1. The individual mandate includes a “hardship exemption.” People who qualify can either ignore the individual mandate altogether or purchase a cheap, bare-bones catastrophic insurance plan that’s typically only available to people under 30.
2. According to HHS, the exemption covers people who “experienced financial or domestic circumstances, including an unexpected natural or human-caused event, such that he or she had a significant, unexpected increase in essential expenses that prevented him or her from obtaining coverage under a qualified health plan.”
3. Today, the administration agreed with a group of senators, led by Mark Warner of Virginia, who argued that having your insurance plan canceled counted as “an unexpected natural or human-caused event.” For these people, in other words, Obamacare itself is the hardship. You can read HHS Secretary Kathleen Sebelius’ full letter here. HHS’s formal guidance is here.
4. How may people does this affect? No one quite knows. Republicans estimate that about 5 million people have seen their plans canceled. The Obama administration believes the number, at this point, is actually in the hundreds of thousands. There’s no truly reliable figure here.
5. The Obama administration argues that there’s little reason to fear that these people won’t purchase health insurance if they could otherwise afford to. After all, they were already buying health insurance on the individual market before there was any penalty at all. They clearly want health insurance. This just smooths their transition and, in the cases where there really is financial strain, gives them time to figure out a solution.
6. But this puts the administration on some very difficult-to-defend ground. Normally, the individual mandate applies to anyone who can purchase qualifying insurance for less than 8 percent of their income. Either that threshold is right or it’s wrong. But it’s hard to argue that it’s right for the currently uninsured but wrong for people whose plans were canceled.
7. Put more simply, Republicans will immediately begin calling for the uninsured to get this same exemption. What will the Obama administration say in response?
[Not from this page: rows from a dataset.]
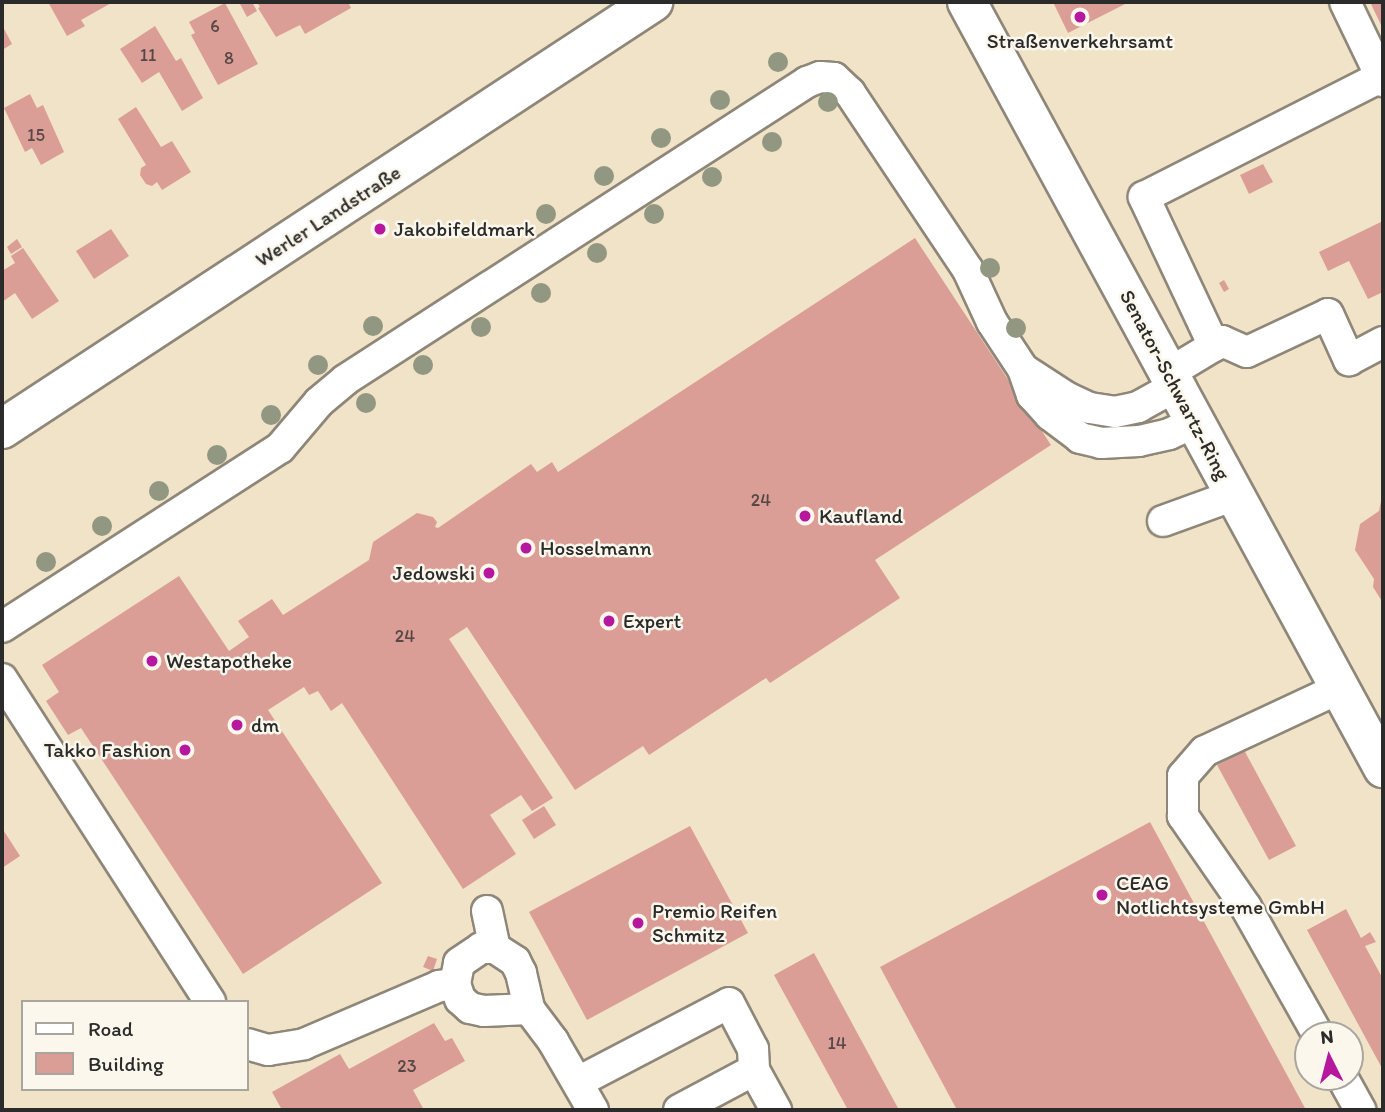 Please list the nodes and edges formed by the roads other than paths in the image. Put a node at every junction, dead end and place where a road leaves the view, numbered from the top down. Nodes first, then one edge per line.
1 (653, 2) edge
2 (967, 2) edge
3 (1345, 2) edge
4 (1382, 79) edge
5 (1383, 342) edge
6 (1214, 346) junction
7 (1023, 369) junction
8 (1172, 380) junction
9 (1196, 422) junction
10 (2, 429) edge
11 (1235, 495) junction
12 (1163, 521) dead end
13 (2, 627) edge
14 (2, 679) edge
15 (1340, 688) junction
16 (1383, 768) edge
17 (487, 911) dead end
18 (495, 948) junction
19 (455, 984) junction
20 (209, 1000) edge
21 (529, 1009) junction
22 (1310, 1021) edge
23 (248, 1044) edge
24 (754, 1070) junction
25 (578, 1082) junction
26 (1350, 1091) edge
27 (593, 1110) edge
28 (679, 1110) edge
29 (776, 1110) edge
30 (1360, 1110) edge

1 - 10 main road, Werler Landstraße
2 - 8 main road, Senator-Schwartz-Ring
3 - 4 street
4 - 6 street
5 - 6 street
6 - 8 street
7 - 8 street
7 - 9 street
7 - 13 street
8 - 9 main road, Senator-Schwartz-Ring
9 - 11 main road, Senator-Schwartz-Ring
11 - 12 street
11 - 15 main road, Senator-Schwartz-Ring
14 - 20 street
15 - 16 main road, Senator-Schwartz-Ring
15 - 22 street
17 - 18 street
18 - 19 street
18 - 21 street
19 - 21 street
19 - 23 street
21 - 25 street
24 - 25 street
24 - 28 street
24 - 29 street
25 - 27 street
26 - 30 street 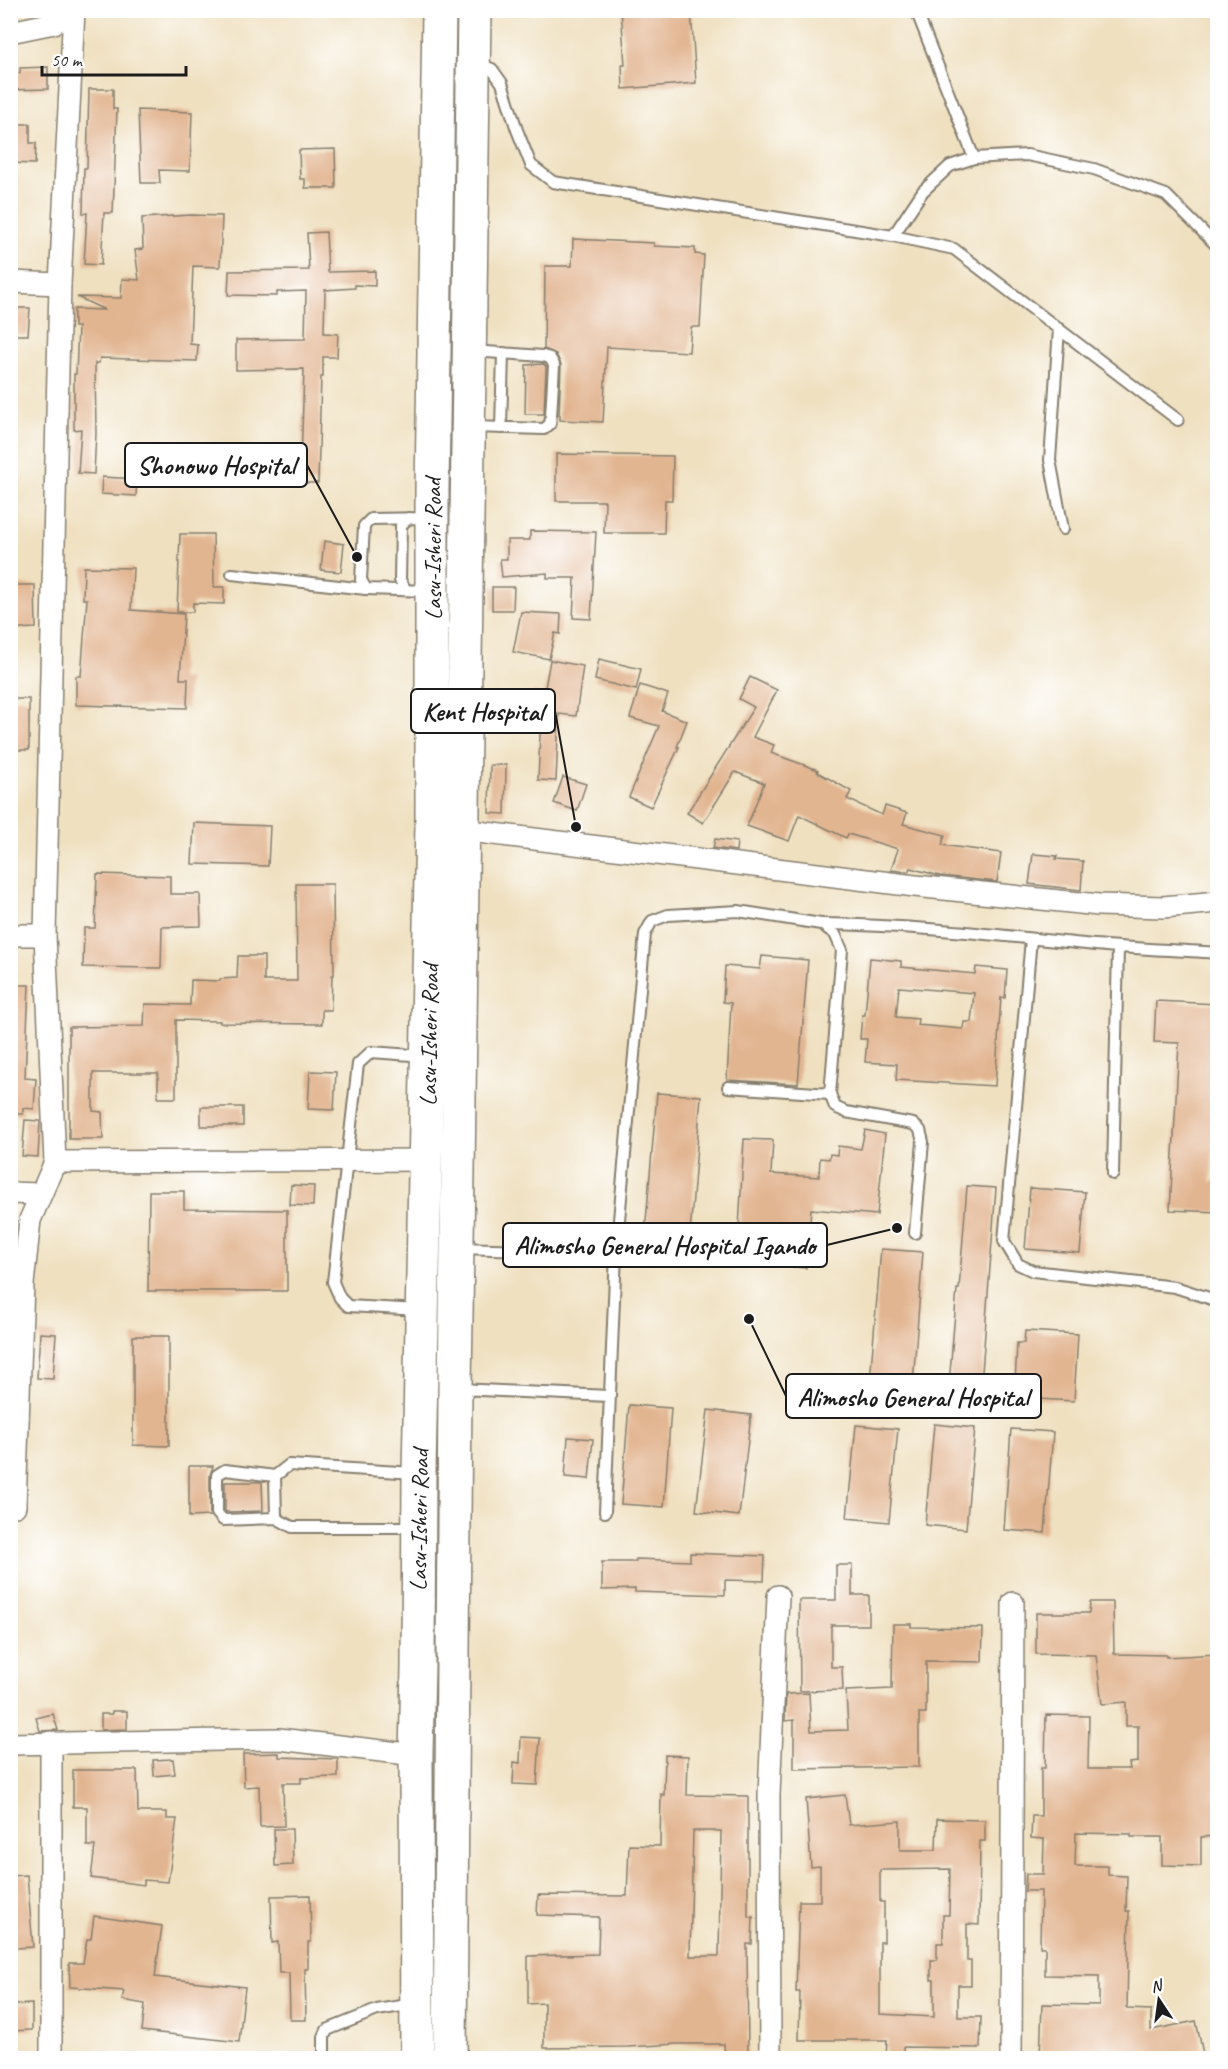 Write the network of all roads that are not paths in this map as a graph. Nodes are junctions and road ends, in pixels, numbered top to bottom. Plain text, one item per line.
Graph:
1 (69, 10) edge
2 (74, 10) edge
3 (439, 10) edge
4 (474, 10) edge
5 (916, 10) edge
6 (10, 32) edge
7 (473, 61) junction
8 (974, 158) junction
9 (893, 236) junction
10 (1218, 247) edge
11 (10, 282) edge
12 (60, 284) junction
13 (1059, 330) junction
14 (469, 351) junction
15 (503, 353) junction
16 (1178, 420) dead end
17 (468, 426) junction
18 (501, 428) junction
19 (421, 518) junction
20 (1063, 529) dead end
21 (232, 574) dead end
22 (366, 589) junction
23 (419, 591) junction
24 (462, 830) junction
25 (1218, 902) edge
26 (822, 924) junction
27 (10, 935) edge
28 (45, 935) junction
29 (1031, 939) junction
30 (1118, 947) junction
31 (1218, 953) edge
32 (428, 1056) junction
33 (728, 1087) dead end
34 (830, 1094) junction
35 (348, 1159) junction
36 (427, 1160) junction
37 (55, 1162) junction
38 (1113, 1174) dead end
39 (10, 1193) edge
40 (40, 1194) junction
41 (915, 1233) dead end
42 (441, 1247) junction
43 (616, 1253) junction
44 (1218, 1301) edge
45 (423, 1310) junction
46 (455, 1388) junction
47 (609, 1396) junction
48 (419, 1473) junction
49 (275, 1476) junction
50 (15, 1506) dead end
51 (605, 1512) dead end
52 (276, 1518) junction
53 (419, 1527) junction
54 (778, 1596) dead end
55 (1013, 1603) dead end
56 (51, 1742) junction
57 (10, 1744) edge
58 (416, 1755) junction
59 (417, 2003) junction
60 (51, 2058) edge
61 (324, 2058) edge
62 (417, 2058) edge
63 (450, 2058) edge
64 (770, 2058) edge
65 (1011, 2058) edge

1 - 6 street
2 - 12 street
3 - 19 main road, Lasu-Isheri Road
4 - 7 main road, Lasu-Isheri Road
5 - 8 lane
7 - 9 lane
7 - 14 main road, Lasu-Isheri Road
8 - 9 lane
8 - 10 lane
9 - 13 lane
11 - 12 street
12 - 28 street
13 - 16 lane
13 - 20 lane
14 - 15 lane
14 - 17 main road, Lasu-Isheri Road
15 - 18 lane
15 - 18 lane
17 - 18 lane
17 - 24 main road, Lasu-Isheri Road
19 - 22 lane
19 - 23 main road, Lasu-Isheri Road
21 - 22 lane
22 - 23 lane
23 - 32 main road, Lasu-Isheri Road
24 - 25 street
24 - 42 main road, Lasu-Isheri Road
26 - 29 lane
26 - 34 lane
26 - 43 lane
27 - 28 street
28 - 37 street
29 - 30 lane
29 - 44 lane
30 - 31 lane
30 - 38 lane
32 - 35 lane
32 - 36 main road, Lasu-Isheri Road
33 - 34 lane
34 - 41 lane
35 - 36 street
35 - 37 street
35 - 45 lane
36 - 42 main road, Lasu-Isheri Road
37 - 40 street
39 - 40 street
40 - 50 street
42 - 43 lane
42 - 45 main road, Lasu-Isheri Road
42 - 46 main road, Lasu-Isheri Road
43 - 47 lane
45 - 48 main road, Lasu-Isheri Road
46 - 47 lane
46 - 63 main road, Lasu-Isheri Road
47 - 51 lane
48 - 49 lane
48 - 53 main road, Lasu-Isheri Road
49 - 52 lane
49 - 52 lane
52 - 53 lane
53 - 58 main road, Lasu-Isheri Road
54 - 64 street
55 - 65 street
56 - 57 street
56 - 58 street
56 - 60 street
58 - 59 main road, Lasu-Isheri Road
59 - 61 lane
59 - 62 main road, Lasu-Isheri Road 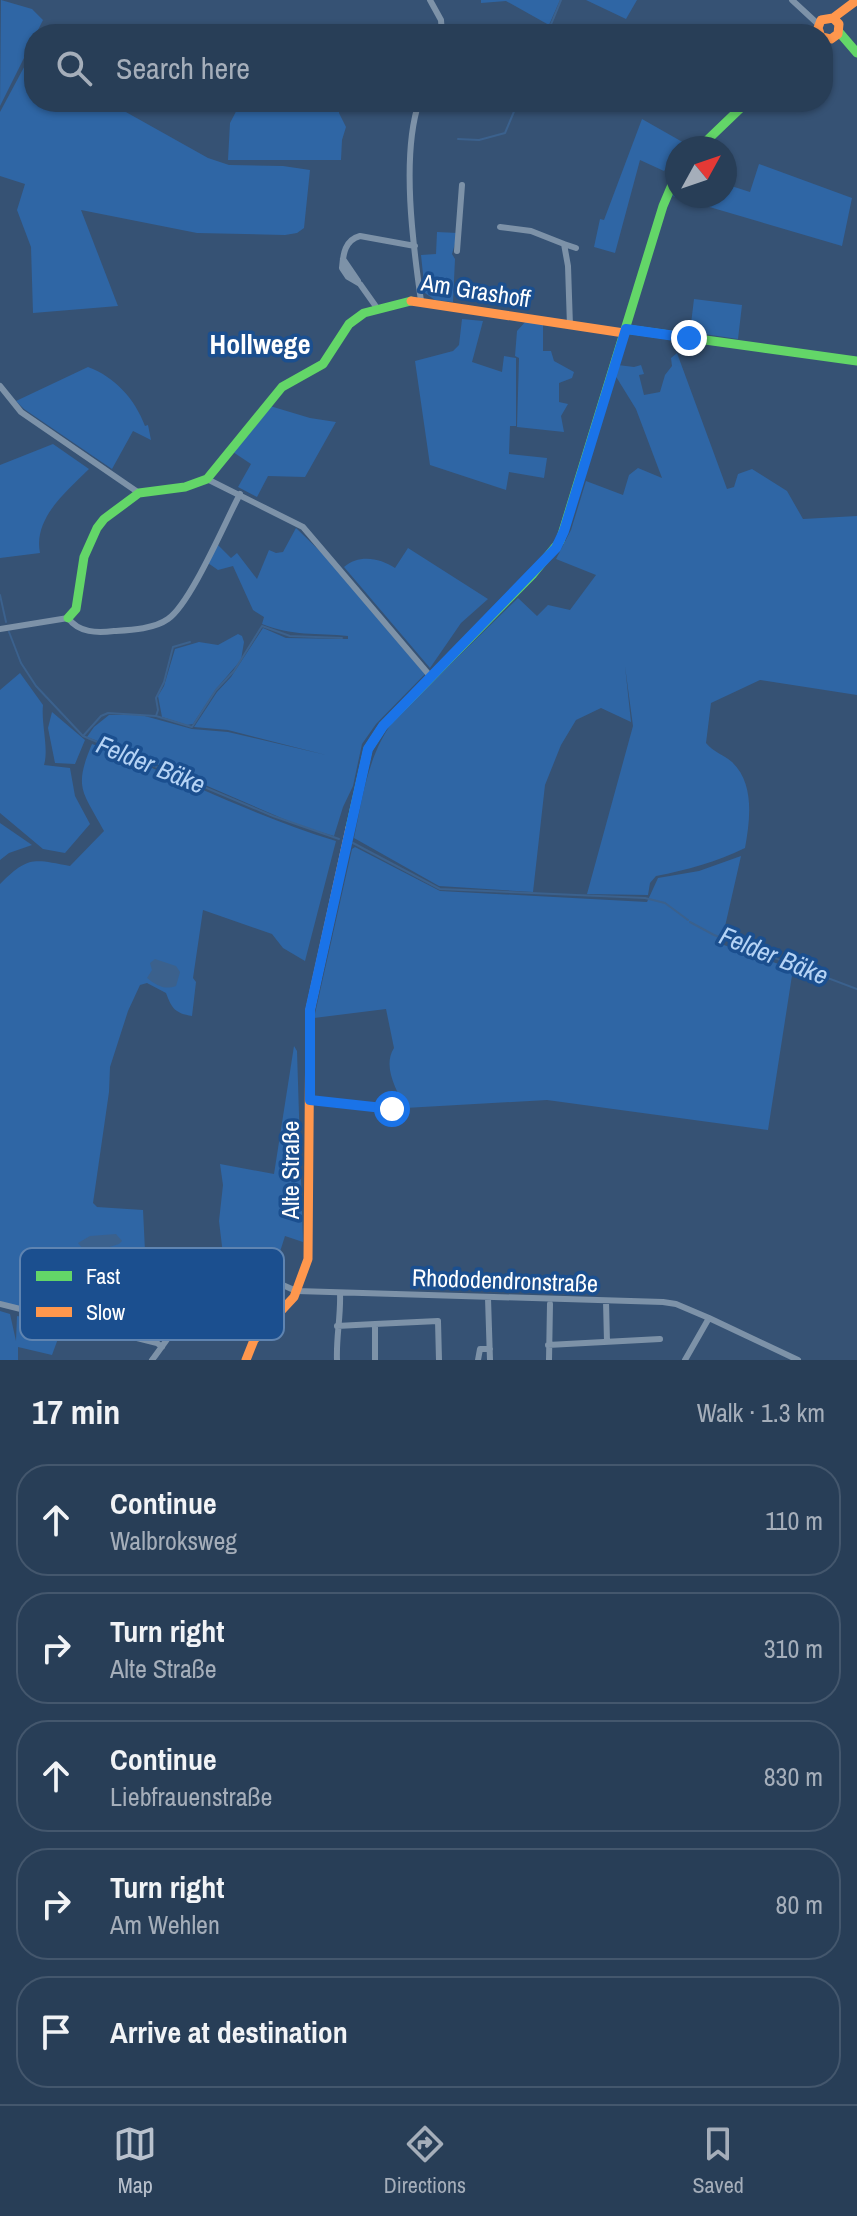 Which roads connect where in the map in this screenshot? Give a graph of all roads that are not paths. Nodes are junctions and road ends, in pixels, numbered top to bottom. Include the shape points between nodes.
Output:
1 (430, 0) edge
2 (792, 0) edge
3 (853, 4) edge
4 (441, 24) edge
5 (819, 24) edge
6 (833, 24) edge
7 (833, 36) edge
8 (854, 50) edge
9 (416, 112) edge
10 (737, 112) edge
11 (712, 136) edge
12 (462, 185) dead end
13 (665, 201) edge
14 (500, 227) dead end
15 (564, 244) junction
16 (415, 246) junction
17 (576, 248) dead end
18 (457, 251) dead end
19 (421, 301) junction
20 (377, 308) junction
21 (570, 326) junction
22 (625, 331) junction
23 (857, 361) edge
24 (0, 386) edge
25 (211, 477) junction
26 (139, 493) junction
27 (240, 494) junction
28 (68, 618) junction
29 (0, 629) edge
30 (431, 677) junction
31 (310, 1100) junction
32 (392, 1109) dead end
33 (284, 1286) edge
34 (297, 1291) junction
35 (340, 1293) junction
36 (488, 1298) junction
37 (606, 1301) junction
38 (0, 1304) edge
39 (550, 1304) dead end
40 (20, 1309) edge
41 (284, 1310) edge
42 (709, 1318) junction
43 (375, 1324) junction
44 (337, 1326) junction
45 (607, 1338) junction
46 (660, 1339) dead end
47 (145, 1340) edge
48 (168, 1340) edge
49 (254, 1340) edge
50 (548, 1345) junction
51 (162, 1347) junction
52 (490, 1349) junction
53 (152, 1360) edge
54 (246, 1360) edge
55 (337, 1360) edge
56 (375, 1360) edge
57 (439, 1360) edge
58 (478, 1360) edge
59 (490, 1360) edge
60 (549, 1360) edge
61 (685, 1360) edge
62 (798, 1360) edge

Why are people who plans were canceled more deserving of help than people who couldn’t afford a plan in the first place?
As I’ve written time and time before, I’ve long believed that health care reform as implemented by the Affordable Care Act is overcomplicated and unwieldy, and I would have preferred simpler health care reform via a single-payer health care system.
I totally agree with you. What I don’t understand is how can the administration just keep modifying the law without any Congressional action. Doesn’t seem right or legal for that matter.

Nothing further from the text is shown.